**PROBLEM**
Give back all of the data exactly as it stands, with the pictures removed.
*** Opening of GIVEN DATA ***
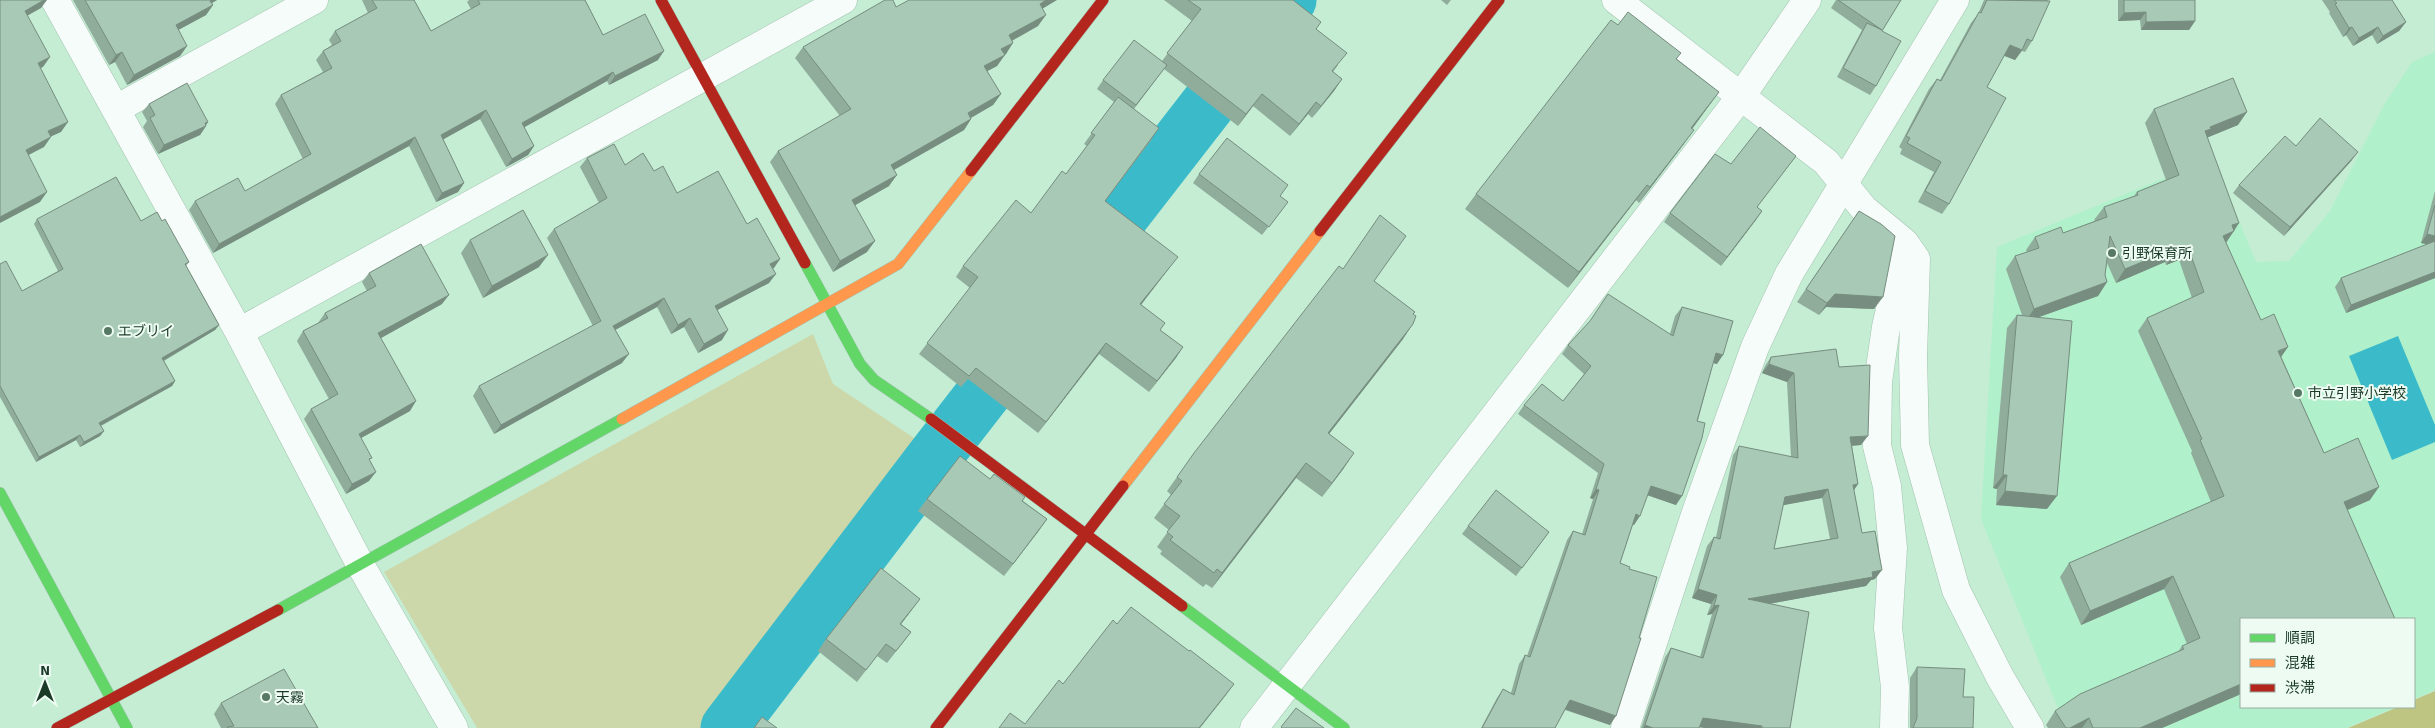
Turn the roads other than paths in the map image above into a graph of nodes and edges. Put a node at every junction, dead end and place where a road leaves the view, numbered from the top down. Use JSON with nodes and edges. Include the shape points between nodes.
{"nodes":[{"id":1,"x":55,"y":0,"type":"edge"},
{"id":2,"x":314,"y":0,"type":"edge"},
{"id":3,"x":661,"y":0,"type":"edge"},
{"id":4,"x":843,"y":0,"type":"edge"},
{"id":5,"x":1103,"y":0,"type":"edge"},
{"id":6,"x":1499,"y":0,"type":"edge"},
{"id":7,"x":1616,"y":0,"type":"edge"},
{"id":8,"x":1806,"y":0,"type":"edge"},
{"id":9,"x":1955,"y":0,"type":"edge"},
{"id":10,"x":704,"y":77,"type":"junction"},
{"id":11,"x":1742,"y":95,"type":"junction"},
{"id":12,"x":116,"y":110,"type":"junction"},
{"id":13,"x":1843,"y":185,"type":"junction"},
{"id":14,"x":1905,"y":243,"type":"junction"},
{"id":15,"x":828,"y":304,"type":"junction"},
{"id":16,"x":239,"y":332,"type":"junction"},
{"id":17,"x":0,"y":493,"type":"edge"},
{"id":18,"x":1085,"y":533,"type":"junction"},
{"id":19,"x":361,"y":566,"type":"junction"},
{"id":20,"x":1288,"y":684,"type":"junction"},
{"id":21,"x":111,"y":698,"type":"junction"},
{"id":22,"x":57,"y":728,"type":"edge"},
{"id":23,"x":127,"y":728,"type":"edge"},
{"id":24,"x":454,"y":728,"type":"edge"},
{"id":25,"x":936,"y":728,"type":"edge"},
{"id":26,"x":1254,"y":728,"type":"edge"},
{"id":27,"x":1344,"y":728,"type":"edge"},
{"id":28,"x":1625,"y":728,"type":"edge"},
{"id":29,"x":1894,"y":728,"type":"edge"},
{"id":30,"x":2030,"y":728,"type":"edge"}],
"edges":[{"from":1,"to":12,"type":"street"},
{"from":2,"to":12,"type":"street"},
{"from":3,"to":10,"type":"street"},
{"from":4,"to":10,"type":"street"},
{"from":5,"to":15,"type":"street","via":[[898,264]]},
{"from":6,"to":18,"type":"street"},
{"from":7,"to":11,"type":"street"},
{"from":8,"to":11,"type":"street"},
{"from":9,"to":13,"type":"street"},
{"from":10,"to":15,"type":"street"},
{"from":10,"to":16,"type":"street"},
{"from":11,"to":13,"type":"street","via":[[1826,162]]},
{"from":11,"to":20,"type":"street"},
{"from":12,"to":16,"type":"street"},
{"from":13,"to":14,"type":"street","via":[[1864,209]]},
{"from":13,"to":28,"type":"street","via":[[1789,274],[1755,347],[1695,515]]},
{"from":14,"to":29,"type":"street","via":[[1878,382],[1877,446],[1887,486],[1893,548],[1888,628],[1895,687]]},
{"from":14,"to":30,"type":"street","via":[[1916,259],[1915,445],[1956,590]]},
{"from":15,"to":18,"type":"street","via":[[860,364],[874,380]]},
{"from":15,"to":19,"type":"street"},
{"from":16,"to":19,"type":"street"},
{"from":17,"to":21,"type":"street"},
{"from":18,"to":20,"type":"street"},
{"from":18,"to":25,"type":"street"},
{"from":19,"to":21,"type":"street"},
{"from":19,"to":24,"type":"street"},
{"from":20,"to":26,"type":"street"},
{"from":20,"to":27,"type":"street"},
{"from":21,"to":22,"type":"street"},
{"from":21,"to":23,"type":"street"}]}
*** Close of GIVEN DATA ***
**RESULT OF THE TASK**
Turn the roads other than paths in the map image above into a graph of nodes and edges. Put a node at every junction, dead end and place where a road leaves the view, numbered from the top down. Use JSON with nodes and edges. Include the shape points between nodes.
{"nodes":[{"id":1,"x":55,"y":0,"type":"edge"},
{"id":2,"x":314,"y":0,"type":"edge"},
{"id":3,"x":661,"y":0,"type":"edge"},
{"id":4,"x":843,"y":0,"type":"edge"},
{"id":5,"x":1103,"y":0,"type":"edge"},
{"id":6,"x":1499,"y":0,"type":"edge"},
{"id":7,"x":1616,"y":0,"type":"edge"},
{"id":8,"x":1806,"y":0,"type":"edge"},
{"id":9,"x":1955,"y":0,"type":"edge"},
{"id":10,"x":704,"y":77,"type":"junction"},
{"id":11,"x":1742,"y":95,"type":"junction"},
{"id":12,"x":116,"y":110,"type":"junction"},
{"id":13,"x":1843,"y":185,"type":"junction"},
{"id":14,"x":1905,"y":243,"type":"junction"},
{"id":15,"x":828,"y":304,"type":"junction"},
{"id":16,"x":239,"y":332,"type":"junction"},
{"id":17,"x":0,"y":493,"type":"edge"},
{"id":18,"x":1085,"y":533,"type":"junction"},
{"id":19,"x":361,"y":566,"type":"junction"},
{"id":20,"x":1288,"y":684,"type":"junction"},
{"id":21,"x":111,"y":698,"type":"junction"},
{"id":22,"x":57,"y":728,"type":"edge"},
{"id":23,"x":127,"y":728,"type":"edge"},
{"id":24,"x":454,"y":728,"type":"edge"},
{"id":25,"x":936,"y":728,"type":"edge"},
{"id":26,"x":1254,"y":728,"type":"edge"},
{"id":27,"x":1344,"y":728,"type":"edge"},
{"id":28,"x":1625,"y":728,"type":"edge"},
{"id":29,"x":1894,"y":728,"type":"edge"},
{"id":30,"x":2030,"y":728,"type":"edge"}],
"edges":[{"from":1,"to":12,"type":"street"},
{"from":2,"to":12,"type":"street"},
{"from":3,"to":10,"type":"street"},
{"from":4,"to":10,"type":"street"},
{"from":5,"to":15,"type":"street","via":[[898,264]]},
{"from":6,"to":18,"type":"street"},
{"from":7,"to":11,"type":"street"},
{"from":8,"to":11,"type":"street"},
{"from":9,"to":13,"type":"street"},
{"from":10,"to":15,"type":"street"},
{"from":10,"to":16,"type":"street"},
{"from":11,"to":13,"type":"street","via":[[1826,162]]},
{"from":11,"to":20,"type":"street"},
{"from":12,"to":16,"type":"street"},
{"from":13,"to":14,"type":"street","via":[[1864,209]]},
{"from":13,"to":28,"type":"street","via":[[1789,274],[1755,347],[1695,515]]},
{"from":14,"to":29,"type":"street","via":[[1878,382],[1877,446],[1887,486],[1893,548],[1888,628],[1895,687]]},
{"from":14,"to":30,"type":"street","via":[[1916,259],[1915,445],[1956,590]]},
{"from":15,"to":18,"type":"street","via":[[860,364],[874,380]]},
{"from":15,"to":19,"type":"street"},
{"from":16,"to":19,"type":"street"},
{"from":17,"to":21,"type":"street"},
{"from":18,"to":20,"type":"street"},
{"from":18,"to":25,"type":"street"},
{"from":19,"to":21,"type":"street"},
{"from":19,"to":24,"type":"street"},
{"from":20,"to":26,"type":"street"},
{"from":20,"to":27,"type":"street"},
{"from":21,"to":22,"type":"street"},
{"from":21,"to":23,"type":"street"}]}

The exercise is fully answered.